Creating a Zero-Infrastructure Iceberg Data Lake in 5 Minutes


Operating a low-tradeoff Iceberg data lake shouldn’t be so hard impossible. And finally it is not.

But wait, don’t you need Spark or Some Java Thing™? How about background compaction? Manifest rewrites? Sourcing a new vendor only to use their (mostly-closed) catalog?

anything?!?

Nope.


Thanks to AWS S3 Tables, DuckDB, and Arrow you can build a low-cost, low-touch Iceberg data lake.

In five minutes, with no infrastructure, using a single vendor that you probably already have (AWS).

This post outlines the steps to create an Iceberg lake (using Python), register appropriate resources, use DuckDB to generate an Iceberg table for 2024 Stack Overflow Developer Survey data, and read data from the Iceberg lake - again using DuckDB.


Step 1: Create the S3 Table Bucket

You’ll need a recent version of awscli for this:

    aws s3tables create-table-bucket --cli-input-json '{"name": "$YOUR-BUCKET"}'


    {
        "arn": "arn:aws:s3tables:us-east-1:$YOUR-ACCOUNT:bucket/$YOUR-BUCKET"
    }

Note: See this for recommended IAM policies.


Step 2: Load the catalog and create a namespace

Loading the catalog and table-bucket-specific warehouse is simple with pyiceberg.

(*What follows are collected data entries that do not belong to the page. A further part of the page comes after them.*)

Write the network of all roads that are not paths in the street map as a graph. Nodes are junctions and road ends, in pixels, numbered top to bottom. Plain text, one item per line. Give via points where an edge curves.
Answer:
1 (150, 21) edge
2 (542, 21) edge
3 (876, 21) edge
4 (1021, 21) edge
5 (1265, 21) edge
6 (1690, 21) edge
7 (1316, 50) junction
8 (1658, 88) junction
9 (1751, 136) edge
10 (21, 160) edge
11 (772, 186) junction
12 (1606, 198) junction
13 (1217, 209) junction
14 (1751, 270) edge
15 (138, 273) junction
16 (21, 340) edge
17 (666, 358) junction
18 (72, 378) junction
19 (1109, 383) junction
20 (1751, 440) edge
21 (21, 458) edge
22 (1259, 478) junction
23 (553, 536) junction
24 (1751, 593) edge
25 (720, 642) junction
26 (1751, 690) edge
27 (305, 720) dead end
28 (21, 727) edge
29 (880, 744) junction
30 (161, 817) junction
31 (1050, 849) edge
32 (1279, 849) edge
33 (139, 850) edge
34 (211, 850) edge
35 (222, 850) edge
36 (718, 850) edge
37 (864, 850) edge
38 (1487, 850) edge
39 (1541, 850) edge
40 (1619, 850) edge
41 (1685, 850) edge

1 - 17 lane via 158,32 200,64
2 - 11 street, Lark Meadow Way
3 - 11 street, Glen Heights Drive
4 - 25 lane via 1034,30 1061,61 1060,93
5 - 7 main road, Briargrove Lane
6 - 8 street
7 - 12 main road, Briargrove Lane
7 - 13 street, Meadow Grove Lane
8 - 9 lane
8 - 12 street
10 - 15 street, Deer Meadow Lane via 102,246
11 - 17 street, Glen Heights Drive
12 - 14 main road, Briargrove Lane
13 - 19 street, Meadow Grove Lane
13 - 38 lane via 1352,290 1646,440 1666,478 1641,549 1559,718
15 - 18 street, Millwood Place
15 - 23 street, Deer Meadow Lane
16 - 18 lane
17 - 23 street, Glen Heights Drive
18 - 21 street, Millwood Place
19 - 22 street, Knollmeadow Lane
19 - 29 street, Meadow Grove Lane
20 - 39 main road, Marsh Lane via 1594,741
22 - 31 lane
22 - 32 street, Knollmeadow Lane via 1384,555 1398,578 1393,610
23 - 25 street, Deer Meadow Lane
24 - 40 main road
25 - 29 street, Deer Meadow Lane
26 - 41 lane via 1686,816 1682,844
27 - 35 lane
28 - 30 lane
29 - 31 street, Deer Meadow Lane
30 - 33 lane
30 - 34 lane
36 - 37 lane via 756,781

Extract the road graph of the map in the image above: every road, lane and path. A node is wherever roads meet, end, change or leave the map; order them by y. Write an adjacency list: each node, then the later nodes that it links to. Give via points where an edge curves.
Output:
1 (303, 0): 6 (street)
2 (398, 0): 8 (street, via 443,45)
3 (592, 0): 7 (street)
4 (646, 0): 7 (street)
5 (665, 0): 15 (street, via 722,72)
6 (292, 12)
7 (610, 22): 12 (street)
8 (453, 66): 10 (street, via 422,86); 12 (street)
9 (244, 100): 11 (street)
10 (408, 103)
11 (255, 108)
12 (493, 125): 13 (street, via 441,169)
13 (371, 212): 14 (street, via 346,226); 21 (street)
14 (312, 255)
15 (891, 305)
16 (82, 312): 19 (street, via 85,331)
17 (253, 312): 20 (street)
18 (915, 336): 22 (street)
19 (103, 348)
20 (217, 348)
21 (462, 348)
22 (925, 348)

It uses a combination of glue and lake formation behind the scenes.

import duckdb
from pyiceberg.catalog import load_catalog
import pyarrow as pa


catalog = load_catalog(
    name="s3tablescatalog",
    **{
        "type":"rest",
        "uri":"https://glue.us-east-1.amazonaws.com/iceberg",
        "warehouse": "$YOUR-ACCOUNT:s3tablescatalog/$YOUR-BUCKET",
        "rest.sigv4-enabled": "true",
        "rest.signing-name": "glue",
        "rest.signing-region": "us-east-1",
    }
)

catalog.create_namespace("stack_overflow", {"description": "Stack Overflow data"})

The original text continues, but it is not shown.